When most people hear the term “supply chain,” they picture warehouses, trucks, distribution centers, and computer systems.
When I hear the term, I picture farming.
I grew up on a dairy farm in Southwest Virginia. Long before I understood concepts like logistics, inventory management, procurement, or commodity markets, I was learning lessons and getting first hand experience that would eventually help me understand how food moves through the economy.
At the time, I didn’t realize it. To me, it was simply my everyday life.
Growing up on a dairy farm meant waking up at the crack of dawn, heading to the barn, and spending the next several hours milking cows. Then you’d do it all over again that evening. Seven days a week. Three hundred sixty-five days a year. It wasn’t exactly the childhood most people imagine, but it gave me a firsthand appreciation for the amount of work required before a gallon of milk ever reaches a grocery store shelf.
The alarm clock wasn’t optional. Cows don’t care if it’s a holiday, if it’s raining, or if you wanted to sleep in because you partied too hard the night before. They had to be fed, milked, and cared for every single day.
What didn’t sink in as a kid was how many moving parts were required to make that happen.
Feed had to arrive on time and paid for.
Equipment had to work and be maintained.
Veterinarians had to be available when needed.
Fuel had to be delivered.
Replacement parts had to be sourced quickly when something broke.
Milk trucks had to show up on schedule to haul away the milk.
If any one of those pieces failed, the entire operation felt the impact.
Years later, after working in restaurants and eventually moving into food distribution, I realized that the same principle applies across the entire food industry.
Every business is part of a larger chain.
A restaurant depends on its suppliers.
A distributor depends on manufacturers.
Manufacturers depend on processors.
Processors depend on farmers and ranchers.
And farmers depend on dozens of businesses that support their operations behind the scenes.
The food industry often looks simple from the outside. Food appears on a shelf or arrives on a plate, and most people never think about everything that happened before that moment. They only see the end result.
But growing up on a farm taught me that every product has a story.
Every gallon of milk, every steak, every case of produce, and every box delivered to a restaurant represents thousands of decisions, people, and processes working together.
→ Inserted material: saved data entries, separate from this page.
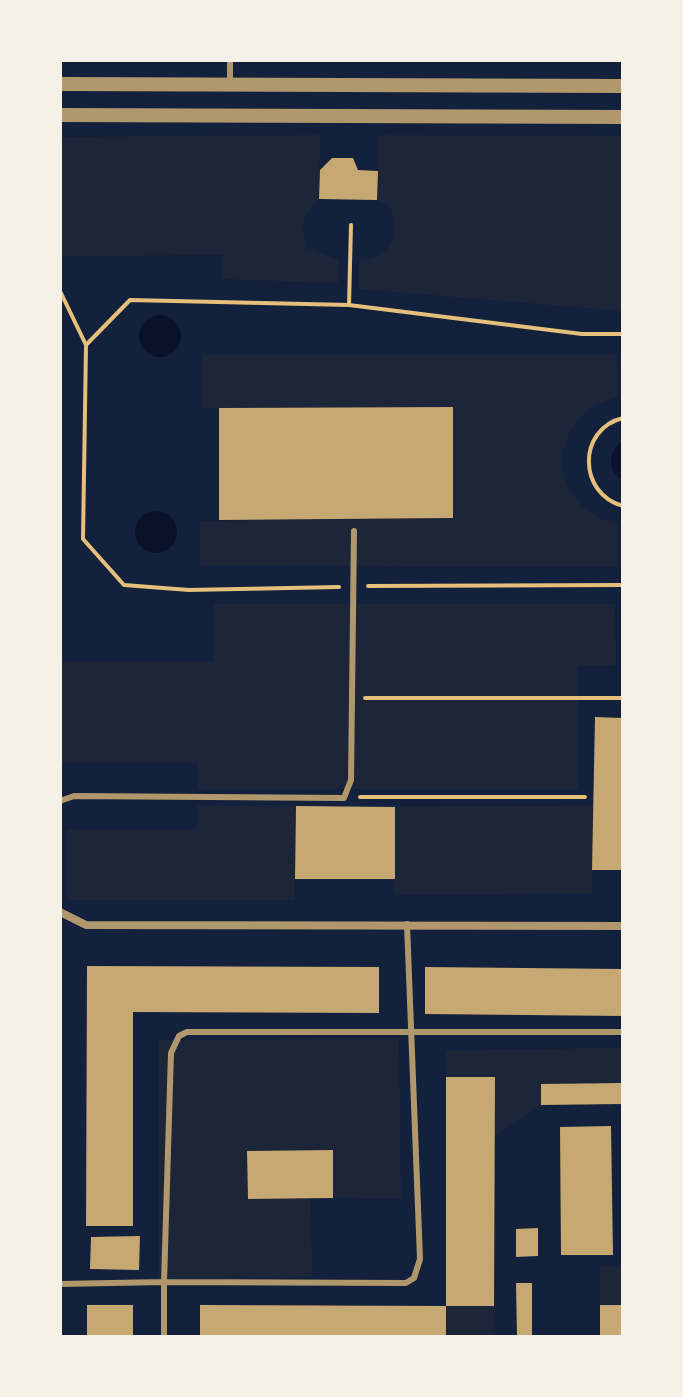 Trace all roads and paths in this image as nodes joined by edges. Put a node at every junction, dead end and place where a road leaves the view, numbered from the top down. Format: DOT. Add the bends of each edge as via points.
graph roads {
  1 [pos="230,60"];
  2 [pos="60,84"];
  3 [pos="230,85"];
  4 [pos="623,86"];
  5 [pos="60,115"];
  6 [pos="623,117"];
  7 [pos="351,225"];
  8 [pos="60,291"];
  9 [pos="349,305"];
  10 [pos="623,334"];
  11 [pos="86,345"];
  12 [pos="623,418"];
  13 [pos="623,506"];
  14 [pos="354,531"];
  15 [pos="623,585"];
  16 [pos="353,587"];
  17 [pos="354,698"];
  18 [pos="623,698"];
  19 [pos="354,797"];
  20 [pos="585,797"];
  21 [pos="60,801"];
  22 [pos="60,912"];
  23 [pos="407,924"];
  24 [pos="623,926"];
  25 [pos="410,1029"];
  26 [pos="623,1032"];
  27 [pos="164,1282"];
  28 [pos="60,1284"];
  29 [pos="164,1337"];
  1 -- 3 [label="lane"];
  2 -- 3 [label="street"];
  3 -- 4 [label="street"];
  5 -- 6 [label="street"];
  7 -- 9 [label="path"];
  8 -- 11 [label="path"];
  9 -- 10 [label="path" via="582,334"];
  9 -- 11 [label="path" via="130,300"];
  11 -- 16 [label="path" via="83,539 124,585 189,590"];
  12 -- 13 [label="path" via="603,428 588,459 599,493"];
  14 -- 16 [label="lane"];
  15 -- 16 [label="path"];
  16 -- 17 [label="lane"];
  17 -- 18 [label="path"];
  17 -- 21 [label="lane" via="351,780 344,798 74,796"];
  19 -- 20 [label="path"];
  22 -- 23 [label="street" via="86,925"];
  23 -- 24 [label="street"];
  23 -- 25 [label="lane"];
  25 -- 26 [label="lane"];
  25 -- 27 [label="lane" via="179,1036 171,1053"];
  25 -- 27 [label="lane" via="420,1259 414,1278 406,1283"];
  27 -- 28 [label="lane"];
  27 -- 29 [label="lane"];
}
The farm also taught me another lesson that has become increasingly important in today’s world: resilience matters.
Things go wrong.
Weather changes.
Equipment breaks.
Markets move.
Prices rise and fall.
Unexpected problems happen.
The businesses that survive are usually the ones that adapt the fastest.
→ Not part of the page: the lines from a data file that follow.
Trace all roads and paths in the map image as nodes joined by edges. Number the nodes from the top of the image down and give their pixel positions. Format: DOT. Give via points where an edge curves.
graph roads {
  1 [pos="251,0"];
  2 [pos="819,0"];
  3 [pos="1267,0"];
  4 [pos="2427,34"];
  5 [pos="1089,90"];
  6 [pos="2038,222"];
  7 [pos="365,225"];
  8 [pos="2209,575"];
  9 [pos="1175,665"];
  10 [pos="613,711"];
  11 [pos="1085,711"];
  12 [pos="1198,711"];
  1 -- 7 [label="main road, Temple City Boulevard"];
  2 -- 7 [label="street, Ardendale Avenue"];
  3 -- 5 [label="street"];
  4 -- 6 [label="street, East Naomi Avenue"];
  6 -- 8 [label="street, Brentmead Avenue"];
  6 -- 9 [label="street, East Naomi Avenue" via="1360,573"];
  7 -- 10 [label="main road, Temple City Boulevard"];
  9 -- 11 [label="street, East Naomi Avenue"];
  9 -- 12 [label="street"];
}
That lesson applies just as much to a restaurant operator or distributor today as it did to farmers decades ago.
Looking back, I didn’t grow up thinking I would eventually work in food distribution.
I thought I was simply helping on the family farm.
What I realize now is that those early experiences gave me a front-row seat to one of the most important supply chains in the world.
Food doesn’t magically appear.
It moves through an incredibly complex network of farmers, manufacturers, transportation companies, distributors, and operators working together every day.
Growing up on a dairy farm taught me to appreciate that foundation long before I understood what a supply chain actually was.
Today, it remains one of the reasons I find the food industry so fascinating.